Desde la escala de valores más elemental habría que preguntarse sobre algún beneficio de este desgobierno, salvo los creados artificiosamente por los medios de comunicación comprados para loar la actividad delictiva desde lo institucional que está destruyendo nuestro país; un algo beneficioso de algún miembro con cartera o de algún socialista resistente al despropósito de Podemos como socio gubernamental. Desde los valores básicos de la decencia y la integridad, digo. Alguno de los interesados en conservar la honra que no dependa de los chiringuitos a propósito de parasitar con carné. Un arrepentido de haber apoyado a un narcisista con tratamientos psiquiátricos pendientes, o consentido el engaño electoral de incorporar a radicales con múltiples indicios de delito que han tomado las riendas del poder, en el momento crítico en que millones de hacendosos ciudadanos se juegan la supervivencia dependiendo de vividores, vagos y maleantes apoderados mezquinamente de los recursos del Estado. Uno solo que mantenga valores humanos inherentes a la conciencia y la moral sin doblez. Uno escandalizado o un votante de lo bolivariano escarmentado, no por no pillar cacho sino por juzgar como aberración la gran estafa de un zafio neocomunismo que representa la indecencia montada en Galapagar. 

 
No se va a encontrar hoy un socialista digno, salvo un Nicolás Redondo Terreros y poco más, porque esa escala de valores es inexistente y dependen de las conveniencias del oportunismo y la satisfacción del ventajismo.
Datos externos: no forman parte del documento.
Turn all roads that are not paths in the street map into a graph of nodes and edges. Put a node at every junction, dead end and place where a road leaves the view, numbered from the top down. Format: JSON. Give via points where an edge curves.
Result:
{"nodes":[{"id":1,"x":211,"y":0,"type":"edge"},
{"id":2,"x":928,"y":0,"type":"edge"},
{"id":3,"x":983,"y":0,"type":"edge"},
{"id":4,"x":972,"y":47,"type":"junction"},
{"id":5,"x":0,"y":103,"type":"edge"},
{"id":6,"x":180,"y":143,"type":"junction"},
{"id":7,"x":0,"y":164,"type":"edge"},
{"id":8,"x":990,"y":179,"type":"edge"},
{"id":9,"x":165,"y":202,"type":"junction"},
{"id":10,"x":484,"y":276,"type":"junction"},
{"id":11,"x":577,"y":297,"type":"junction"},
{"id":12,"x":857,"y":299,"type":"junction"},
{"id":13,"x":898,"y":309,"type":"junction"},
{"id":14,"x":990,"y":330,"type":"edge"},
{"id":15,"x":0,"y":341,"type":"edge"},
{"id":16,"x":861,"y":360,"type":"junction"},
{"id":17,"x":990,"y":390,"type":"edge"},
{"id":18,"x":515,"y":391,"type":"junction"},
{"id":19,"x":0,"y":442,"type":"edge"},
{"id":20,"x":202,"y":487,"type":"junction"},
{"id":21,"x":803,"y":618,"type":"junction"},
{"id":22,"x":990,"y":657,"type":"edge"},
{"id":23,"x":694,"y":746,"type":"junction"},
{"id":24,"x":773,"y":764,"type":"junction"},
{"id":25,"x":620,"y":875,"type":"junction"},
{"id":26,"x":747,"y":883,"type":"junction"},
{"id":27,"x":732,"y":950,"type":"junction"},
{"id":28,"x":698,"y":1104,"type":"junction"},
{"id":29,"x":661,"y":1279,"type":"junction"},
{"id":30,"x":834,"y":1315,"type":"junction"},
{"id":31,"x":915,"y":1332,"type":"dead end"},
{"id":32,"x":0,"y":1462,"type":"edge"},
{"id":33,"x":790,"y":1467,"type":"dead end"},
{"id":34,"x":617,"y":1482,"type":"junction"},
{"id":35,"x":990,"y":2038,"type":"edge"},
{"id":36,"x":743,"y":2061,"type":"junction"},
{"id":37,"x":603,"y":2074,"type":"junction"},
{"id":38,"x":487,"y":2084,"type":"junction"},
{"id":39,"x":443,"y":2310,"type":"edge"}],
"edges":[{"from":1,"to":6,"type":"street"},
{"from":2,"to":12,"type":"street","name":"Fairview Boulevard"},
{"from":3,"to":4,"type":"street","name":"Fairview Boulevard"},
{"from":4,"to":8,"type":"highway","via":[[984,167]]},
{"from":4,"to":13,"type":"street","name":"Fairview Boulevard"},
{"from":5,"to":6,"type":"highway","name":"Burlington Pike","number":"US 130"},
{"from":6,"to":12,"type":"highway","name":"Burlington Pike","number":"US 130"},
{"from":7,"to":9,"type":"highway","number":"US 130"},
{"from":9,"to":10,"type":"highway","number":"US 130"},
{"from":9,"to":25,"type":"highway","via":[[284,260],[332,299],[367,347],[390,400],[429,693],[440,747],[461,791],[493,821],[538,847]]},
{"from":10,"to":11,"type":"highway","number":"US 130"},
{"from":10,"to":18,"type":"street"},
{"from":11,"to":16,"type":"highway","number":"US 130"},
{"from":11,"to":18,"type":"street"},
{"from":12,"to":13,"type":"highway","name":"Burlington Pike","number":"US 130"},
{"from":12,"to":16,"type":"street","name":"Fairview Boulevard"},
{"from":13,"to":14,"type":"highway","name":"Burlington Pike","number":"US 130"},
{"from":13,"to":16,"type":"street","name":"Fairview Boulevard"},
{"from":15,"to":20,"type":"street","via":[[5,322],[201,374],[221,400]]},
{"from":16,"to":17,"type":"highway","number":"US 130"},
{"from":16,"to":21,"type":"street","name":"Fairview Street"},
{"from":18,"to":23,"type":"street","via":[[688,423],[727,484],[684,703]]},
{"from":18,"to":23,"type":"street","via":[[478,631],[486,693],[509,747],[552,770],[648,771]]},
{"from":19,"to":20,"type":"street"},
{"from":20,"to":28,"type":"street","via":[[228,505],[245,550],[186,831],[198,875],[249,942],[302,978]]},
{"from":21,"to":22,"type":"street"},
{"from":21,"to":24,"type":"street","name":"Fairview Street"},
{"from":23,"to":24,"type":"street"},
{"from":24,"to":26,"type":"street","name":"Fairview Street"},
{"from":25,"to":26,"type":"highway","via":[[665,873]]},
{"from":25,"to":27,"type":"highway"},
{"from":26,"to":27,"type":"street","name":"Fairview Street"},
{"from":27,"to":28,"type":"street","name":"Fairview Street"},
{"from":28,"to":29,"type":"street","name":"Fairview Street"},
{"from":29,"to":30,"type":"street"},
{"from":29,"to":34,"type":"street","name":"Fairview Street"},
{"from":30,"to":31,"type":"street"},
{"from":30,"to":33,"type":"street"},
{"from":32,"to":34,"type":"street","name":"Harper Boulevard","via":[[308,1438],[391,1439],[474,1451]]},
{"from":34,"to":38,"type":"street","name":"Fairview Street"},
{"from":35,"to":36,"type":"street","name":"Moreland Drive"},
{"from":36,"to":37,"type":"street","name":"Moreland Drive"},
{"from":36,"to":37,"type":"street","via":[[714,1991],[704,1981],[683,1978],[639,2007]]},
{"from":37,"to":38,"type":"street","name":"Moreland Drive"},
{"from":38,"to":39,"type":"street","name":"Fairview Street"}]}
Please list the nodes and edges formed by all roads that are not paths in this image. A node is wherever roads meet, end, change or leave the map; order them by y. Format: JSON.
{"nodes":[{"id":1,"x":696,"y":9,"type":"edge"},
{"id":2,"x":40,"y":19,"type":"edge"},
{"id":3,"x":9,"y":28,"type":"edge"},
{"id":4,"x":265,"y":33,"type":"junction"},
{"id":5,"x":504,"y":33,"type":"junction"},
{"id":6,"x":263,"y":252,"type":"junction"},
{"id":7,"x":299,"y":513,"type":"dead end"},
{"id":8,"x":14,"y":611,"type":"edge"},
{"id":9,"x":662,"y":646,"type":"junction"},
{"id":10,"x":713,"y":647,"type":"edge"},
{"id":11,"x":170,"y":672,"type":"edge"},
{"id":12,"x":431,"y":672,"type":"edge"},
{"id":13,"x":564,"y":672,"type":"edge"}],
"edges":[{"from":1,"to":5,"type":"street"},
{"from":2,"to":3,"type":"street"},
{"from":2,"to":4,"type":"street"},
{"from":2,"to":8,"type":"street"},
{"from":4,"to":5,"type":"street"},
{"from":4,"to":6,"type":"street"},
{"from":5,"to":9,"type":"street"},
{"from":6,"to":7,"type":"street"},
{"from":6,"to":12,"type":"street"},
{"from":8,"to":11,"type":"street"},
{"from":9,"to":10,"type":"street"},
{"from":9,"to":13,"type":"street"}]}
Lo llevan en la sangre. Sánchez representa a la perfección la lacra de la degeneración personal y política por la corrupción total. No se salva de la quema, como sembradores de cizaña para pescar a río revuelto, ni un solo sanchista. Son diablos sin conciencia, instintivos en la codicia sin límite. La honra es lo de menos desplegada toda maldad. Y todo por el trinque, su más elevado ideal.